**Exercise objective**
Using the listing below, please gather every line containing the word "Venti".

━━━━━━

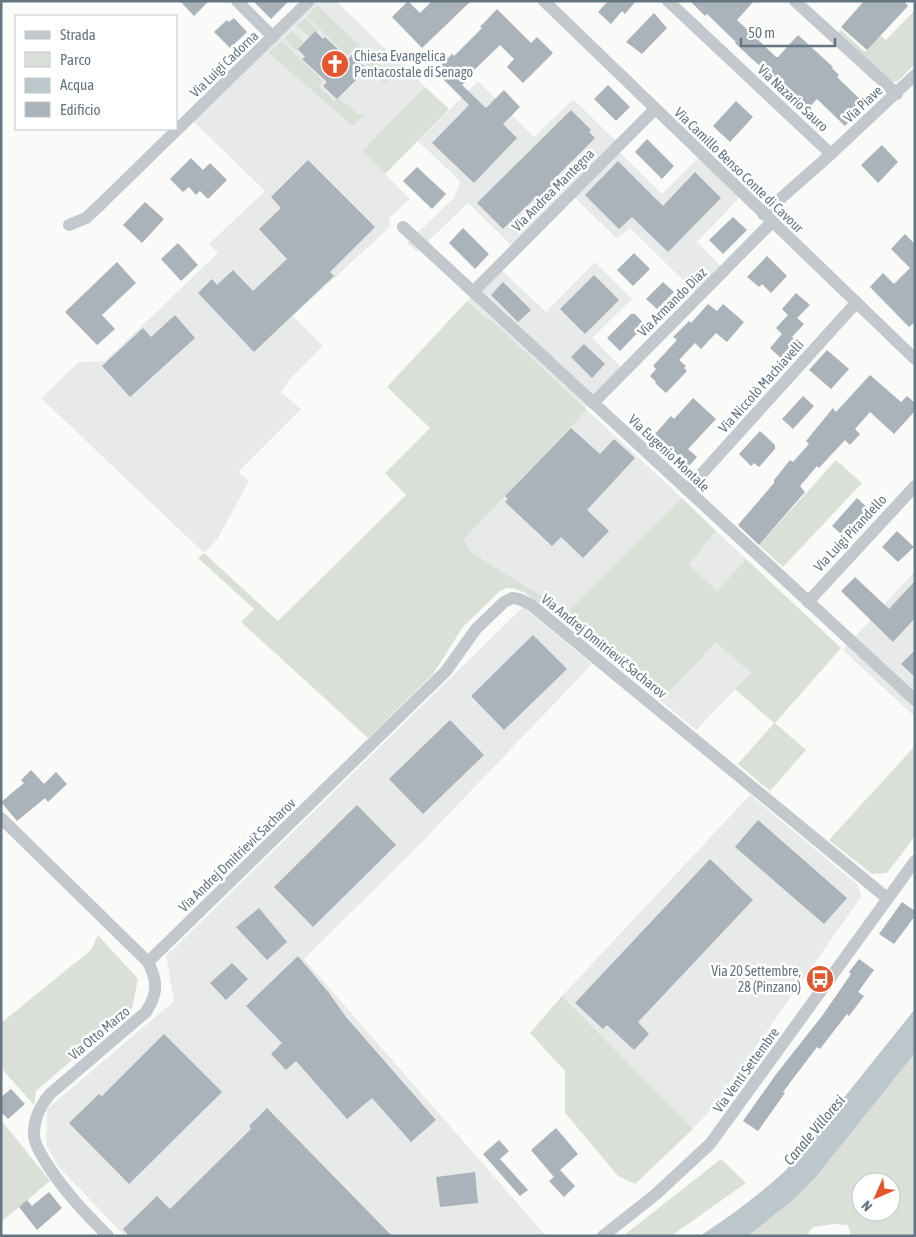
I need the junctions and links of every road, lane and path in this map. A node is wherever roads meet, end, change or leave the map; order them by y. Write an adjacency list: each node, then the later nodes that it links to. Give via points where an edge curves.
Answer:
1 (237, 1): 6 (street)
2 (309, 1): 6 (street, Via Luigi Cadorna)
3 (544, 1): 9 (street, Via Camillo Benso Conte di Cavour)
4 (668, 1): 12 (street, Via Nazario Sauro)
5 (796, 1): 8 (street)
6 (273, 37): 10 (street, Via Luigi Cadorna)
7 (915, 75): 8 (street, Via Piave)
8 (897, 94): 12 (street, Via Piave)
9 (654, 109): 13 (street, Via Camillo Benso Conte di Cavour); 16 (street, Via Andrea Mantegna)
10 (178, 129)
11 (177, 130): 14 (street, Via Luigi Cadorna, via 86,218)
12 (831, 154): 13 (street, Via Piave)
13 (768, 218): 17 (street, Via Camillo Benso Conte di Cavour); 19 (street, Via Armando Diaz)
14 (69, 225)
15 (403, 227): 16 (street, Via Eugenio Montale)
16 (473, 292): 19 (street, Via Eugenio Montale)
17 (856, 303): 18 (street, Via Camillo Benso Conte di Cavour); 21 (street, Via Niccolò Machiavelli)
18 (915, 359)
19 (593, 403): 21 (street, Via Eugenio Montale)
20 (915, 486): 22 (street, Via Luigi Pirandello)
21 (687, 490): 22 (street, Via Eugenio Montale)
22 (808, 602): 23 (street, Via Eugenio Montale)
23 (915, 700)
24 (1, 818): 27 (street, Via Otto Marzo)
25 (915, 861): 26 (street, Via Venti Settembre)
26 (887, 898): 27 (street, Via Andrej Dmitrievič Sacharov, via 530,604 512,598 476,629 446,671); 29 (street, Via Venti Settembre, via 710,1144 655,1195)
27 (148, 962): 28 (street, Via Otto Marzo, via 156,987 154,1000 146,1012 50,1094 42,1103 34,1126 39,1151 60,1184)
28 (108, 1236)
29 (603, 1236)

━━━━━━

**Response to the task**
25 (915, 861): 26 (street, Via Venti Settembre)
26 (887, 898): 27 (street, Via Andrej Dmitrievič Sacharov, via 530,604 512,598 476,629 446,671); 29 (street, Via Venti Settembre, via 710,1144 655,1195)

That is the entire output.